- PROBLEM TO SOLVE -
If a line in the records below contains the word "querySelector", copy it out.
• • •
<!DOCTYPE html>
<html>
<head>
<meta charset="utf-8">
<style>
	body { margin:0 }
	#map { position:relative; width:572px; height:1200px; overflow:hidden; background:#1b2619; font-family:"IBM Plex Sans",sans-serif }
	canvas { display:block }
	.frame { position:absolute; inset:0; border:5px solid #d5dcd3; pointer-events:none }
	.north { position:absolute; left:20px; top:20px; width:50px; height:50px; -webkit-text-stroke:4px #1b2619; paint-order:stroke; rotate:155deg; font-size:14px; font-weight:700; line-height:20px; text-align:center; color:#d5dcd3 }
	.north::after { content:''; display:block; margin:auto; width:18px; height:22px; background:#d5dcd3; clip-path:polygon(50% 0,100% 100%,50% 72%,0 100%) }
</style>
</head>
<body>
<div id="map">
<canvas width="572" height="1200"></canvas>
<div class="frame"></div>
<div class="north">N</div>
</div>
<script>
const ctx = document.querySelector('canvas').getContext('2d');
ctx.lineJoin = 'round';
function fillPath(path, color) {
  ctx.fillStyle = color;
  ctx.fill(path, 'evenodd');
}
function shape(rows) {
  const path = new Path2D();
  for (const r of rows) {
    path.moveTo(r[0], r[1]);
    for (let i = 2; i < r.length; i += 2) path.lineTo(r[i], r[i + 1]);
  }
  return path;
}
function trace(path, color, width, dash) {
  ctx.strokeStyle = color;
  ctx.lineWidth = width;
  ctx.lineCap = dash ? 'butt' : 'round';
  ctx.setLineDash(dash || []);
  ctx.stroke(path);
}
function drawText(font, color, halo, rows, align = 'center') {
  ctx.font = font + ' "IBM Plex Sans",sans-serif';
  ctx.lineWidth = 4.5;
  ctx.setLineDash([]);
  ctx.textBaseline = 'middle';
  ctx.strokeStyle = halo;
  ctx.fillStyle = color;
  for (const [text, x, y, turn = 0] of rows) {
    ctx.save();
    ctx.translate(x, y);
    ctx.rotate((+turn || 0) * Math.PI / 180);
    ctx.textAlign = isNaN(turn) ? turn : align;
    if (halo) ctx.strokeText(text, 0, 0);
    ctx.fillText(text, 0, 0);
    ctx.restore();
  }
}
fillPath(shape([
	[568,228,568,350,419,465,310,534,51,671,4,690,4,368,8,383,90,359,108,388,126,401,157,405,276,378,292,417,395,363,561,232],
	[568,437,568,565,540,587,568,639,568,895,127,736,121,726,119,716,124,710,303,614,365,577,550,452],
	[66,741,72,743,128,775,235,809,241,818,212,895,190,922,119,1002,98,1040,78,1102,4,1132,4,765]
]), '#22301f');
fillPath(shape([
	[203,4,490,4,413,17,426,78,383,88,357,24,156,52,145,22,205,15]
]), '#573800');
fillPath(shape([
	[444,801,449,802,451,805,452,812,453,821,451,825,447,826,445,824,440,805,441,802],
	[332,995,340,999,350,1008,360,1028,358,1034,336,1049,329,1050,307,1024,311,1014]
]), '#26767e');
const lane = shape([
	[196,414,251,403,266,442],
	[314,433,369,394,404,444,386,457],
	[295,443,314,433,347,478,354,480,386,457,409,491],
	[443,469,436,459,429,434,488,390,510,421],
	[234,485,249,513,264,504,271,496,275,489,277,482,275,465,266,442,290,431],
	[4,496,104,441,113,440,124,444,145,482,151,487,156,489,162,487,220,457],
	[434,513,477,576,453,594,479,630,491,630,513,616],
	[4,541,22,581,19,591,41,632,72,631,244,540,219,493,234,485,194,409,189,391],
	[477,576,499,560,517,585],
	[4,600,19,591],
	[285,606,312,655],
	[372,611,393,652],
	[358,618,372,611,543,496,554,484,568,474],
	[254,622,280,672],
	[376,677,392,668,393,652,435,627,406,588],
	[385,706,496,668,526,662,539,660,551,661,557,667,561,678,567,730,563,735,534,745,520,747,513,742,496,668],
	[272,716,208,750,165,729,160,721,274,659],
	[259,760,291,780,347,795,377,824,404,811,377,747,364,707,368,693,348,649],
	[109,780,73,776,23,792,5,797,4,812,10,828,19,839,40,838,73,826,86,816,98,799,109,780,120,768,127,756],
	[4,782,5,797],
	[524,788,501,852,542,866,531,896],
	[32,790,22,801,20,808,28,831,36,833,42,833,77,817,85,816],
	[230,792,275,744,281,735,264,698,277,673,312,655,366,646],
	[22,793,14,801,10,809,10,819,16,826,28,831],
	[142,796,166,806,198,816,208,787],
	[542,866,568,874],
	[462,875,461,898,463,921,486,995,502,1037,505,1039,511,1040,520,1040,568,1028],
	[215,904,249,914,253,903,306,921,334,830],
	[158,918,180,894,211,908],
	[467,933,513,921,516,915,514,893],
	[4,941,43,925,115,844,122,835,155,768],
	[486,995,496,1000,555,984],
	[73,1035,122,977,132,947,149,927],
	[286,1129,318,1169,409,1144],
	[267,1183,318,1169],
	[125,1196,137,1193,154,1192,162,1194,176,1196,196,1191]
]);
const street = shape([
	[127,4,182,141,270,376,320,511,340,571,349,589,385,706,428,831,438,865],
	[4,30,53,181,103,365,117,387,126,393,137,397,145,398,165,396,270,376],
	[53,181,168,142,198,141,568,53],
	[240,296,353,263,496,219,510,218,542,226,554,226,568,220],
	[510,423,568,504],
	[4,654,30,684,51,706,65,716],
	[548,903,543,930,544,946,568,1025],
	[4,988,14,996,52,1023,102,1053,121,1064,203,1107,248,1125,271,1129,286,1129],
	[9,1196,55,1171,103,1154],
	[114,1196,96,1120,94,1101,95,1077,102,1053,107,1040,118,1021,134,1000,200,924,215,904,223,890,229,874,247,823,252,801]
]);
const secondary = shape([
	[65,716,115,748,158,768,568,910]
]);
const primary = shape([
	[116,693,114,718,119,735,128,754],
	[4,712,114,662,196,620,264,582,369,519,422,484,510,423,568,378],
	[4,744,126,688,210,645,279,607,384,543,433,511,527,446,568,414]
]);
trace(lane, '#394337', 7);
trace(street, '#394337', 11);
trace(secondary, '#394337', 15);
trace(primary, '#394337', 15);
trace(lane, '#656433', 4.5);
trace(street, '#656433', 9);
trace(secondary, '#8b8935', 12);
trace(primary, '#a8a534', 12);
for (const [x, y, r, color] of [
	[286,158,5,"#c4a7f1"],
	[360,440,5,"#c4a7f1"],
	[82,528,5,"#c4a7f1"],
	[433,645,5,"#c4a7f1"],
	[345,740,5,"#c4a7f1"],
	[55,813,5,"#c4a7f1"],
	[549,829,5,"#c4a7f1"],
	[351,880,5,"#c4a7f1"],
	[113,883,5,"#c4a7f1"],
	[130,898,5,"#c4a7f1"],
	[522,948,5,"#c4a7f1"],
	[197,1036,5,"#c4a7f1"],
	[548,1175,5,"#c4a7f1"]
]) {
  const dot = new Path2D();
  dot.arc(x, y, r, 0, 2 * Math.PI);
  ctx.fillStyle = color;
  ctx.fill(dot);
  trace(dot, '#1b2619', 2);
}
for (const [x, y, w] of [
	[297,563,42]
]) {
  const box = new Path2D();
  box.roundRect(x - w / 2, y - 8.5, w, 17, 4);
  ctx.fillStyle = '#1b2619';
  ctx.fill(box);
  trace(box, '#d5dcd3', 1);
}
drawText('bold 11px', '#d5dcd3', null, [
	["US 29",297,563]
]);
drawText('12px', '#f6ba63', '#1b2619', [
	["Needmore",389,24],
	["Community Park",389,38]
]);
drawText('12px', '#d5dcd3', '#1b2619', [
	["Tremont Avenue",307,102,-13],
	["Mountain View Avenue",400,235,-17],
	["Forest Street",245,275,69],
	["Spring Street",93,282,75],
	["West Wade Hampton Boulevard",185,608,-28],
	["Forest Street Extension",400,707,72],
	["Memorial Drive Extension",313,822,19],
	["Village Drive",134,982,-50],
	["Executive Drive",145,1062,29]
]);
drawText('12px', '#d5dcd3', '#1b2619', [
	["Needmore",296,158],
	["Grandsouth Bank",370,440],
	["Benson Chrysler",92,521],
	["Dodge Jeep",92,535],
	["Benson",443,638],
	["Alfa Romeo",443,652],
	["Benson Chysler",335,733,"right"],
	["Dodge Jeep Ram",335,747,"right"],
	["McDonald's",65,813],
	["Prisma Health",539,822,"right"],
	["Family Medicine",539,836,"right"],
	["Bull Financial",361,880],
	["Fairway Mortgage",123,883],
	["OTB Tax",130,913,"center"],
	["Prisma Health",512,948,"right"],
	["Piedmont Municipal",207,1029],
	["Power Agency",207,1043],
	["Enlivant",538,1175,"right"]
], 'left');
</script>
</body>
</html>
• • •
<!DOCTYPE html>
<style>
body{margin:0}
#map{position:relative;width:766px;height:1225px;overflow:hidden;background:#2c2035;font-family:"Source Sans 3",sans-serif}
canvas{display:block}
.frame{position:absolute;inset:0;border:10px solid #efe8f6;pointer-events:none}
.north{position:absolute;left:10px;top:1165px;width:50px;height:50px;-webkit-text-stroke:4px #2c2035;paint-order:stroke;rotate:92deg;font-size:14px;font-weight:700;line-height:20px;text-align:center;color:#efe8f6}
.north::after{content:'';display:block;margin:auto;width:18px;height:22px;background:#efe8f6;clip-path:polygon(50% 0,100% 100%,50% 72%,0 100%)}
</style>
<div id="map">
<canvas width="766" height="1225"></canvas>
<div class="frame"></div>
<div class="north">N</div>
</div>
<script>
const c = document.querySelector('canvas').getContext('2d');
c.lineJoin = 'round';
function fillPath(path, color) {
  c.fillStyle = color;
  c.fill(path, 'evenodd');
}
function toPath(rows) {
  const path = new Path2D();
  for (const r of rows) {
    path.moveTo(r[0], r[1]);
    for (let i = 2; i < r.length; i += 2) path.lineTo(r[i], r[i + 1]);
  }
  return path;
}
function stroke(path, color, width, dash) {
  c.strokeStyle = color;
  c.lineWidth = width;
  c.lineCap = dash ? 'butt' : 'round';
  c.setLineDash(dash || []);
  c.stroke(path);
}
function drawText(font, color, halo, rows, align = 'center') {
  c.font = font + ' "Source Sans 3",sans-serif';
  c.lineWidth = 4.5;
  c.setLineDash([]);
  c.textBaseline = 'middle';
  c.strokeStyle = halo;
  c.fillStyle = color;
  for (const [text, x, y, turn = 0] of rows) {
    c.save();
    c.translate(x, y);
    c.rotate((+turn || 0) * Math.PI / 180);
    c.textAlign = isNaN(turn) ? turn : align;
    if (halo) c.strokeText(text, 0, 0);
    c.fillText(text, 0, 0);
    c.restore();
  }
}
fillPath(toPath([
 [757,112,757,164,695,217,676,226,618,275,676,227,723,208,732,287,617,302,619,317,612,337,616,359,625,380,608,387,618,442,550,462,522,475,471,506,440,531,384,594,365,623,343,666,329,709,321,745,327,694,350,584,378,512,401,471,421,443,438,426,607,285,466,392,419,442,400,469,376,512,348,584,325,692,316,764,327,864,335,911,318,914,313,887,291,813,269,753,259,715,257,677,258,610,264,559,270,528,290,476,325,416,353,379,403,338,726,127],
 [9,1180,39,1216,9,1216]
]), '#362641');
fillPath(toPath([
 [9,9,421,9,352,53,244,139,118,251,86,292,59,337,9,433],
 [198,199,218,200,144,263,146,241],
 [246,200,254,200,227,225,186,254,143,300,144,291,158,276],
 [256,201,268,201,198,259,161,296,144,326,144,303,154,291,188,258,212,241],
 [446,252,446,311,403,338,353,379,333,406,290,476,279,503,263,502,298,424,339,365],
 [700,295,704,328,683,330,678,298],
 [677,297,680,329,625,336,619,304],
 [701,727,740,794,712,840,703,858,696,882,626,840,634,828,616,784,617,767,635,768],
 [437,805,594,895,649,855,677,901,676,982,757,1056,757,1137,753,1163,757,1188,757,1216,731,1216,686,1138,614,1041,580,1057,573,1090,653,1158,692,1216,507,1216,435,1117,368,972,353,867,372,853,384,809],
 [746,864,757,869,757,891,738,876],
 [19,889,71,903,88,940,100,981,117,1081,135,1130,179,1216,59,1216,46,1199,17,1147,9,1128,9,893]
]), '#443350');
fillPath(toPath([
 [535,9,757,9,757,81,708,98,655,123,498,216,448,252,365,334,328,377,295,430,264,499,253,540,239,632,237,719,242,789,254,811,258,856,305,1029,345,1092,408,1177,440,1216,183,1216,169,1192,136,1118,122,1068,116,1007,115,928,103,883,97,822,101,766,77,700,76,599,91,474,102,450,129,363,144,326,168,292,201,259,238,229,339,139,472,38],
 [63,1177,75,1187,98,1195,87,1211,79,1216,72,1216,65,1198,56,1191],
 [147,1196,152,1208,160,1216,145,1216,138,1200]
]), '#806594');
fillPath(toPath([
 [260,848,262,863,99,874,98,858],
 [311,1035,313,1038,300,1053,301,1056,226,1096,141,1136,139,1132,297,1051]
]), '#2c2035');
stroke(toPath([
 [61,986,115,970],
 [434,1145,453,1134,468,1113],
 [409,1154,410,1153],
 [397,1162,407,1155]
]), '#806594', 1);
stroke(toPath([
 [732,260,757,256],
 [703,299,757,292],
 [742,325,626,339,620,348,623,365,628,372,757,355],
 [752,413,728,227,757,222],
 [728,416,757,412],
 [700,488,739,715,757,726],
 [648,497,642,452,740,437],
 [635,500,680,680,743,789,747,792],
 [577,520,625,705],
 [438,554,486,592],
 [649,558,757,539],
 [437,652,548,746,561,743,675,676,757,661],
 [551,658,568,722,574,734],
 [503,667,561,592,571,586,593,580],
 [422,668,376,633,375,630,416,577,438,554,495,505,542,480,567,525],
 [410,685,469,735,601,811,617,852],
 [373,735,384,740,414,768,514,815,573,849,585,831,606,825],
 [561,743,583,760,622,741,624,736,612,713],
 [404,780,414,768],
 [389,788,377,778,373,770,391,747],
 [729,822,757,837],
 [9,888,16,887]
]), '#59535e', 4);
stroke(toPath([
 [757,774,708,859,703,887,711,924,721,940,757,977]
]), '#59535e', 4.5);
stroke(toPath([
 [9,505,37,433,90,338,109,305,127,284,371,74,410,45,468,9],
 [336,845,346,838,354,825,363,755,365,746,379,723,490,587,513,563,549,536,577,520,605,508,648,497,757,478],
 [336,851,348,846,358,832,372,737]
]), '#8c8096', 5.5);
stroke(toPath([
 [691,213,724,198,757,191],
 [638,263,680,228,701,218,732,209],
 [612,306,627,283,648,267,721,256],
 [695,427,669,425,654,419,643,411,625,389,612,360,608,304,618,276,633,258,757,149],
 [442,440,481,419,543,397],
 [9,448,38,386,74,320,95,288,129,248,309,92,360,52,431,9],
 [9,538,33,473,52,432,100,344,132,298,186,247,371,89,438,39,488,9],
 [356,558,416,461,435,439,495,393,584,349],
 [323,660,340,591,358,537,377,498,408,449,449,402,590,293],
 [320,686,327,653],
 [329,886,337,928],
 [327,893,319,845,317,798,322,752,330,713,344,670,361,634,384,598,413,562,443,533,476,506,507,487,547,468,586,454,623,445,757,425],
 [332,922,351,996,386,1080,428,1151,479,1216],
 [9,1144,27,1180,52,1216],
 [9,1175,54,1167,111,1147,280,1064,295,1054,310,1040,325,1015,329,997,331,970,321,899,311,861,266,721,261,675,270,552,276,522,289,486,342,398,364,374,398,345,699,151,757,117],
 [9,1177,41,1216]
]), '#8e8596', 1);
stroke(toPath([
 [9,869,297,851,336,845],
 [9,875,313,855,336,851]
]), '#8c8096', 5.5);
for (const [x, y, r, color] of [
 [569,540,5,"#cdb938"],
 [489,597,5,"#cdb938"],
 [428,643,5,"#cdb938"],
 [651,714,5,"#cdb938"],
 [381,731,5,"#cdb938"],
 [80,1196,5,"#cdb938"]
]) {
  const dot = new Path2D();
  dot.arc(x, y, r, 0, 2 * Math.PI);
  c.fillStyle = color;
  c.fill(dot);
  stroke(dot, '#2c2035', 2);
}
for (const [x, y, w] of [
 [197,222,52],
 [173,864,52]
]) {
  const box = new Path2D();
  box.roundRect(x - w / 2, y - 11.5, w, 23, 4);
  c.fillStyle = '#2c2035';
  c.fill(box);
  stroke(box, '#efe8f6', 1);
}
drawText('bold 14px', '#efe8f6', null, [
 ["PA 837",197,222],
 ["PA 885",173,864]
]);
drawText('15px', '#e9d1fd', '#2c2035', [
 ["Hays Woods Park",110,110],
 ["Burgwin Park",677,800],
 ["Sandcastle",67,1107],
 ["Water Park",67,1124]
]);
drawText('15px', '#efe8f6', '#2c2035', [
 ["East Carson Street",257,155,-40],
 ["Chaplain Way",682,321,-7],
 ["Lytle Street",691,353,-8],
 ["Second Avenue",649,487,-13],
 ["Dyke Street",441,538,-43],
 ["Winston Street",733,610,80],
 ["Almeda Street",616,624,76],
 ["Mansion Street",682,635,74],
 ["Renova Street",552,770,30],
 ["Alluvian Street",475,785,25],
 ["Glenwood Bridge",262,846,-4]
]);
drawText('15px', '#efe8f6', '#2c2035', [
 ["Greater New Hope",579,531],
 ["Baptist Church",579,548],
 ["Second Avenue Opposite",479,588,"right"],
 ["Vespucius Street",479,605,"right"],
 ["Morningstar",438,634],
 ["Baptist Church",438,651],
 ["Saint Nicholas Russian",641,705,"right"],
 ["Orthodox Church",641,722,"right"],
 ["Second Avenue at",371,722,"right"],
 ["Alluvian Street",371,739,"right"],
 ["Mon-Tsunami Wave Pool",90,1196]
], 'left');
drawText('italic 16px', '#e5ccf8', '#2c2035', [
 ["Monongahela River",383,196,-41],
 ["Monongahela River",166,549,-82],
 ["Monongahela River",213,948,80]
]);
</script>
• • •
- RESULT OF THIS EXERCISE -
const ctx = document.querySelector('canvas').getContext('2d');
const c = document.querySelector('canvas').getContext('2d');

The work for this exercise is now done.